Con todo, la interpretación sistemática, pese a la crítica efectuada, puede desplegar unos efectos sumamente relevantes si, además de interpretar el tipo sistemáticamente, lo que se somete a tal interpretación es la disposición penal en su conjunto, es decir, el supuesto de hecho y la consecuencia jurídica, elementos que, por lo general, aparecen en el mismo precepto. En efecto, la pena legalmente prevista representa un elemento interpretativo de primer orden, puesto que patentiza el índice de gravedad que se atribuye a determinado comportamiento.
Tomemos como ejemplos en los que el panorama provoca perplejidad y, en consecuencia, se proponen soluciones diversas cuando no contrapuestas o bien se formulan fuertes críticas al legislador por su imprecisión en la descripción típica. Así, entre otros, el elemento típico de la inducción en la inducción o auxilio al suicidio (art. 143 CP) ha de ser el propio de la inducción como forma de participación en el hecho de otro, es decir, de causación psicológica en el sujeto activo la ideación de delinquir, ideación que se lleva a la práctica, es decir, el delito que ejecuta.

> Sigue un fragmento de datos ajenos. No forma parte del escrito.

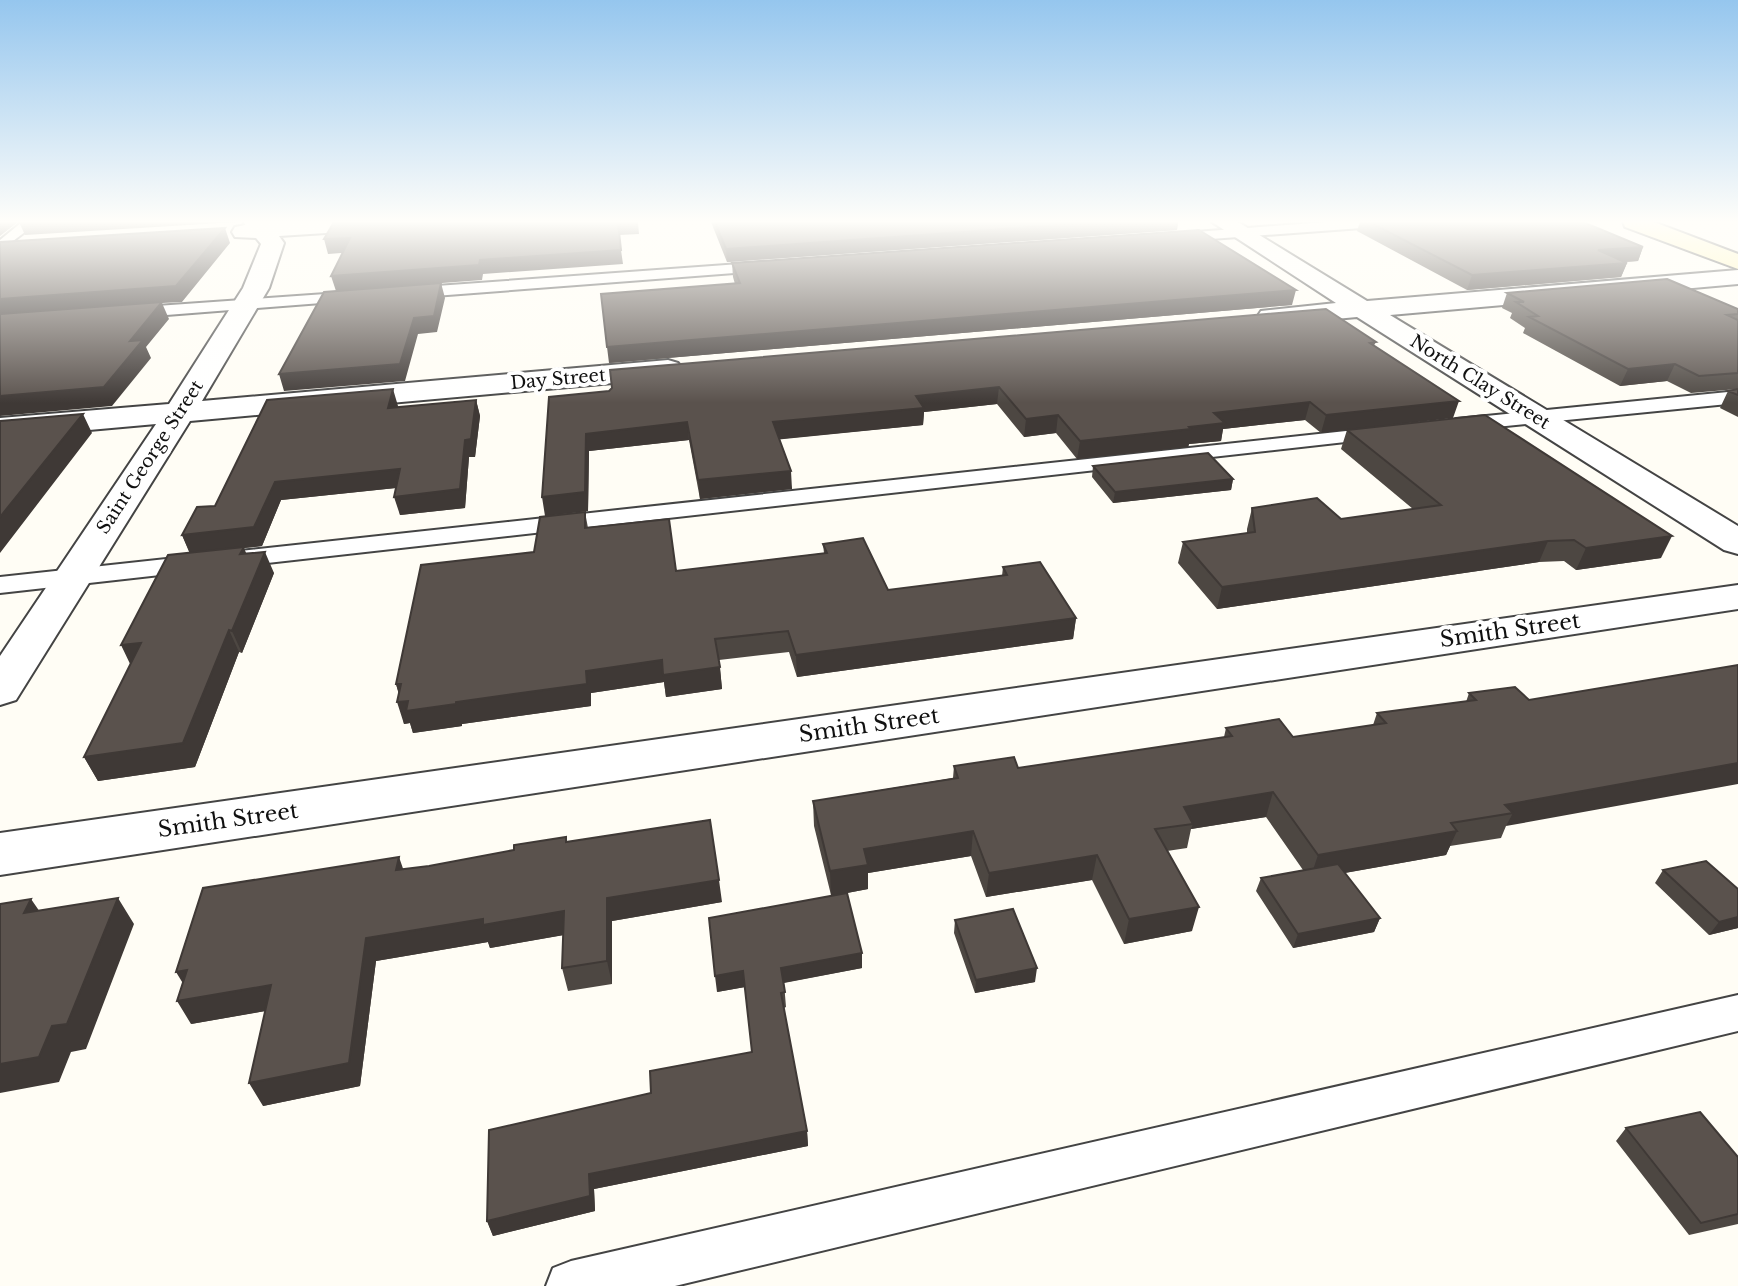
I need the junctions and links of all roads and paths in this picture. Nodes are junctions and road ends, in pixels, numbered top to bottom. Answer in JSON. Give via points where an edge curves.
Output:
{"nodes":[{"id":1,"x":257,"y":282,"type":"edge"},
{"id":2,"x":561,"y":282,"type":"edge"},
{"id":3,"x":1318,"y":282,"type":"edge"},
{"id":4,"x":1679,"y":282,"type":"edge"},
{"id":5,"x":245,"y":305,"type":"junction"},
{"id":6,"x":1362,"y":309,"type":"junction"},
{"id":7,"x":107,"y":315,"type":"edge"},
{"id":8,"x":1243,"y":319,"type":"edge"},
{"id":9,"x":702,"y":366,"type":"edge"},
{"id":10,"x":1738,"y":397,"type":"edge"},
{"id":11,"x":180,"y":412,"type":"junction"},
{"id":12,"x":1538,"y":417,"type":"junction"},
{"id":13,"x":0,"y":428,"type":"edge"},
{"id":14,"x":1738,"y":542,"type":"edge"},
{"id":15,"x":73,"y":577,"type":"junction"},
{"id":16,"x":0,"y":585,"type":"edge"},
{"id":17,"x":1738,"y":597,"type":"edge"},
{"id":18,"x":0,"y":690,"type":"edge"},
{"id":19,"x":0,"y":854,"type":"edge"},
{"id":20,"x":1738,"y":1013,"type":"edge"},
{"id":21,"x":571,"y":1286,"type":"edge"}],
"edges":[{"from":1,"to":5,"type":"street","name":"Saint George Street"},
{"from":2,"to":5,"type":"lane"},
{"from":3,"to":6,"type":"street","name":"North Clay Street"},
{"from":4,"to":6,"type":"street"},
{"from":5,"to":7,"type":"lane"},
{"from":5,"to":11,"type":"street","name":"Saint George Street"},
{"from":6,"to":8,"type":"street"},
{"from":6,"to":12,"type":"street","name":"North Clay Street"},
{"from":9,"to":11,"type":"street","name":"Day Street"},
{"from":10,"to":12,"type":"lane"},
{"from":11,"to":13,"type":"street","name":"Day Street"},
{"from":11,"to":15,"type":"street","name":"Saint George Street"},
{"from":12,"to":14,"type":"street","name":"North Clay Street"},
{"from":12,"to":15,"type":"lane"},
{"from":15,"to":16,"type":"lane"},
{"from":15,"to":18,"type":"street","name":"Saint George Street"},
{"from":17,"to":19,"type":"street","name":"Smith Street"},
{"from":20,"to":21,"type":"lane"}]}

Si se amplía el radio de acción de la inducción hasta un concepto común o genérico o directamente vulgar, la reducción del ámbito de lo punible que pretende el legislador quedaría en poco, pues muchas conductas de hacer proclive un sujeto a cometer un delito o, incluso a delinquir en general podrían incluirse en tan poco preciso de inducción. Dislate que ahora se agravaría la regulación de la eutanasia tal como lo ha hecho la reciente LO 3/2021.

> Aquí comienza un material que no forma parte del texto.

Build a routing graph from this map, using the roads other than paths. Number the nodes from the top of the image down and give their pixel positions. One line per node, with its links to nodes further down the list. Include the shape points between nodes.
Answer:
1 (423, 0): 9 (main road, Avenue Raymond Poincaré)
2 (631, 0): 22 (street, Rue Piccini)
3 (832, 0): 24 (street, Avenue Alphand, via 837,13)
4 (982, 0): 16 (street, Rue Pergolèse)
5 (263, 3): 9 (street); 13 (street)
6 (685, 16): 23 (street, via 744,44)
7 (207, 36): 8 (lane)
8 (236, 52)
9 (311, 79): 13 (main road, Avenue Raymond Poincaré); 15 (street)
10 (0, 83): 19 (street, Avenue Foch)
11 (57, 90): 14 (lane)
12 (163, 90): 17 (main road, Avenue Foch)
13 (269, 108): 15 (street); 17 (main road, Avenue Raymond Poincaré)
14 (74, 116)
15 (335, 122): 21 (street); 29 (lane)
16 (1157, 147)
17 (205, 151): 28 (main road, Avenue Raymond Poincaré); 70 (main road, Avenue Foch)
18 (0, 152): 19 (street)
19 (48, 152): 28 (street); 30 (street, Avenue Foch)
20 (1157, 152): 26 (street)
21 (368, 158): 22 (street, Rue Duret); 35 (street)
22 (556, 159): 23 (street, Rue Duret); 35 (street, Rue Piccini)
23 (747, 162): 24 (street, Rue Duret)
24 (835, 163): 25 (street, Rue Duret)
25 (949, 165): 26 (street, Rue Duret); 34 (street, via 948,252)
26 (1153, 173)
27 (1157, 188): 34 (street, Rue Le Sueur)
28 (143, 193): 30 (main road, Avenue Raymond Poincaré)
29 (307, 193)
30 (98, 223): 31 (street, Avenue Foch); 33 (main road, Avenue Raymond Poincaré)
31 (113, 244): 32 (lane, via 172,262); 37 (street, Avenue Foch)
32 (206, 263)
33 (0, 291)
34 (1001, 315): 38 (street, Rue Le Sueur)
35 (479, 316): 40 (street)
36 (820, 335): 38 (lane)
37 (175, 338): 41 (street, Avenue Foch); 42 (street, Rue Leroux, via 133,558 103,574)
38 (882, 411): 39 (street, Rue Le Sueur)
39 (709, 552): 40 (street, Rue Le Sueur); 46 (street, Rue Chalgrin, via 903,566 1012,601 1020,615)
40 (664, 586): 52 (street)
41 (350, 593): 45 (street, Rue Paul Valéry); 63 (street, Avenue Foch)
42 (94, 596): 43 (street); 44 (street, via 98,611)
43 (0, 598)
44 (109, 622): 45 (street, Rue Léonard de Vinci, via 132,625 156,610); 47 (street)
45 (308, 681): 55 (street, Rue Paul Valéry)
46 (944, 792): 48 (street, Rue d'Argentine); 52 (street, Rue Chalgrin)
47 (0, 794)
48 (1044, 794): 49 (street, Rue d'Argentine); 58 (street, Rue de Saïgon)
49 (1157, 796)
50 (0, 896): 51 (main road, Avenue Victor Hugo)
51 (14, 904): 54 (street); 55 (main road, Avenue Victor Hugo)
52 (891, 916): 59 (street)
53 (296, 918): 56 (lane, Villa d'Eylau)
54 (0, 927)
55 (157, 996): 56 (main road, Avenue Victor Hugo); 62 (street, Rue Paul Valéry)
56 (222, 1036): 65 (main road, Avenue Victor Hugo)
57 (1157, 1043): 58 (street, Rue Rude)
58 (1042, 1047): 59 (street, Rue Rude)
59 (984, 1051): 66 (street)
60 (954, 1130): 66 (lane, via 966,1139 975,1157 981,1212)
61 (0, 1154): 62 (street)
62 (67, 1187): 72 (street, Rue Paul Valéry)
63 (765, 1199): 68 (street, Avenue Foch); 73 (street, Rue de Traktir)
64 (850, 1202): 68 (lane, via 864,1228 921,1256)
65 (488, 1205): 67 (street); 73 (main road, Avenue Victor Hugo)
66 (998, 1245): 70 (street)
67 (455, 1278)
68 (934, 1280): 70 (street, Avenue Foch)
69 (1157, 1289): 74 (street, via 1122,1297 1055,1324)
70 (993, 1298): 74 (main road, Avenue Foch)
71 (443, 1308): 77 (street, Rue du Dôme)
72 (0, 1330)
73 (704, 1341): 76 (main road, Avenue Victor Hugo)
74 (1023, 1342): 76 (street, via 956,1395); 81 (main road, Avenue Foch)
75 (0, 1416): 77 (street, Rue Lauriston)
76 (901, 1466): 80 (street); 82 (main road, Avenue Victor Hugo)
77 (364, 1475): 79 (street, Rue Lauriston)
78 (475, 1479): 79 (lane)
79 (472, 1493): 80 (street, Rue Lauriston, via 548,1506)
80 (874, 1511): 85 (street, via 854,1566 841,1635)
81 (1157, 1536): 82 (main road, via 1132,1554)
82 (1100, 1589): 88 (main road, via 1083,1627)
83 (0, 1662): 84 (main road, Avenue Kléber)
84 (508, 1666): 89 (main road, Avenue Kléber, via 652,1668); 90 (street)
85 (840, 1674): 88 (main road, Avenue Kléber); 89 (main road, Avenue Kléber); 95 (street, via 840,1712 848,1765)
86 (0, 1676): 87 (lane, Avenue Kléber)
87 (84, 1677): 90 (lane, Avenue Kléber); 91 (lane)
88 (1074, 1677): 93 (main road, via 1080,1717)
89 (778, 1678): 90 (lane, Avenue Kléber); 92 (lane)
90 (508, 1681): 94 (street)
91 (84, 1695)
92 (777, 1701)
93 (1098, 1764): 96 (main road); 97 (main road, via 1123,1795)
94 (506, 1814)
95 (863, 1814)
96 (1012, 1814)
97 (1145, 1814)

Otro ejemplo nos lo brinda la regulación del supuesto del art. 370, 3º (tráfico de drogas de extrema gravedad). A la vista de las penas que pueden llegar a imponerse (más de 20 años de prisión), esta agravación tiene lugar por la importancia del alijo, no por el peligro concreto que haya producido para la vida de las personas. Si tal se verifica en un resultado lesivo, se provocará no pocas exasperaciones de las penas. Sin embargo, esta interpretación sistemática solo cabe realizarse en el seno del precepto y no desbordarla con las cuestiones concursales, puesto que, en esta materia, y ante la gravedad de las penas en juego, el operador no puede corregir los dislates valorativos del legislador; si, como ya se ha expuesto, el legislador no opera sistemáticamente, la tarea del intérprete se complica mucho, pero ha de poder llevar la sistemática hasta allá donde sea posible. Este límite está, en el presente supuesto, a mi juicio, en la propia determinación de lo que sea enorme gravedad, con independencia de otras posibles exasperaciones que provengan de la aplicación del concurso, exasperación que el legislador, quizás, ya haya tenido en cuenta.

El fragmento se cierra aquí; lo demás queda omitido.